Some geographic zones with low levels of "pe-teca" incidence are typically cold in fall, like the zone of Peumo (Region of O'Higgins). An abrupt change from a high temperature (25 °C) to a low temperature (5 °C) during a week (Purvis and Yelenosky, 1983) has proved to be an important factor to generate increased proline levels.

As this element has multiple functions of protec -tion and stabilization of the cell and associated to the tolerance of fruits against chilling injury, the relation between this amino acid and the manifestation of the "peteca" damage in winter lemons was studied.

Materials and methods

The experiments were performed in two commercial lemon tree orchards (Citrus limon L.) cv Fino 49, about 7 years old, located in the Metropolitan Region, Chile, between March and June of 2006. The first orchard belongs to the zone of Mallarauco (33°94.984 S - 70°58.921 W, 269 m above sea level) and the second orchard to Curacaví (33°25.778 S - 71°02.292 W, 196 m above sea level). Both orchards are grafted onto Citrus macrophylla rootstock, at 6 x 3 m (555 trees ha-1), drip irrigation (4 L h-1 drippers, each at 1 meter away) and plantation lines are North-South orientated, forming a hedge; therefore, there is only fruit between rows (East and West side of the trees).
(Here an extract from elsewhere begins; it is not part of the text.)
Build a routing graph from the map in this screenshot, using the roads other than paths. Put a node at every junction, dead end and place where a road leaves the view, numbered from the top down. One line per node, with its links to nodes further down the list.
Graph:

Between 2004 and 2006, "peteca" incidence in Curacaví was lower than 2%, whereas in Mallarauco varied between 12 and 27% (Figure 1). The fruit presenting at least one "peteca" spot after 15 days from harvest was considered infected. Therefore, the percentage of incidence corresponded to the number of fruits showing, at least, one visible "peteca" over the total of fruits evaluated after 15 days of storage in refrigeration chambers of packing house. The monthly evolution of the mean minimum temperatures in Curacaví and Mallarauco in 2006 is presented in Figure 2.
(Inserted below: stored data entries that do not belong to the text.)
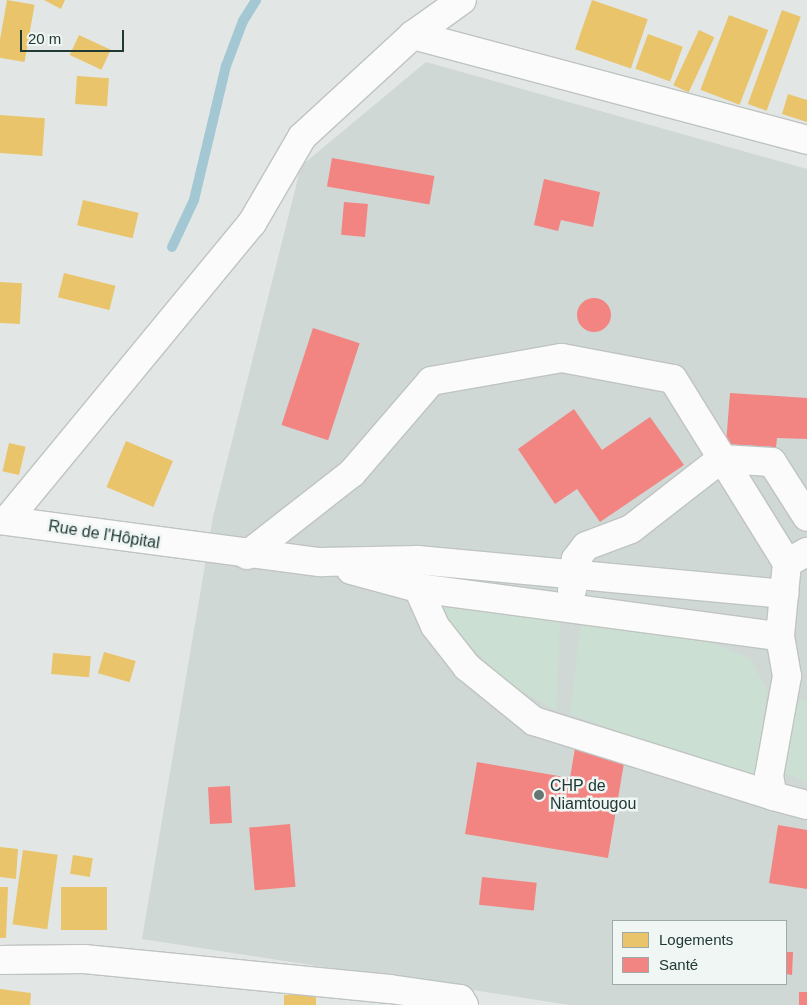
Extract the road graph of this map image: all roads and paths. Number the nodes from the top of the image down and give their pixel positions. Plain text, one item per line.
1 (462, 0) edge
2 (413, 35) junction
3 (807, 140) edge
4 (721, 459) junction
5 (807, 517) edge
6 (3, 520) edge
7 (247, 555) junction
8 (797, 558) edge
9 (321, 562) junction
10 (574, 572) junction
11 (418, 588) junction
12 (784, 594) junction
13 (570, 609) junction
14 (780, 636) junction
15 (797, 678) edge
16 (774, 796) junction
17 (807, 805) edge
18 (0, 960) edge
19 (464, 1005) edge

1 - 2 street
2 - 3 street
2 - 6 street
4 - 5 street
4 - 7 street
4 - 8 street
4 - 10 street
6 - 7 street, Rue de l'Hôpital
7 - 9 street, Rue de l'Hôpital
8 - 12 street
9 - 10 street
9 - 11 street
10 - 12 street
10 - 13 street
11 - 13 street
11 - 16 street
12 - 14 street
13 - 14 street
14 - 15 street
15 - 16 street
16 - 17 street
18 - 19 street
Four samplings were made between May and June of 2006, corresponding to commercial harvest, for the evaluation of the proline content. 12 fruits per orchard per evaluation were used, from 3 trees previously selected by their vigor, height, load and health condition, obtaining 4 fruits per tree, 2 from each exposure (East and West). The work included fruits with similar shape and color, representative of the orchard, which were obtained from the tree periphery, at approximately between 1.5 and 1.7 height meters. The fruits were withdrawn along a piece of branch (approximately 5 to 8 cm long from the insertion with the fruit). The distal portion of the branch cut was placed in a Falcon tube, with 20 mL of distilled water and inside an electric fridge to maintain a constant temperature between 12 and 18 °C to the laboratory. The chemical analyses were made in the Biochemical Laboratory of the Faculty of Agronomic Sciences of Universidad de Chile.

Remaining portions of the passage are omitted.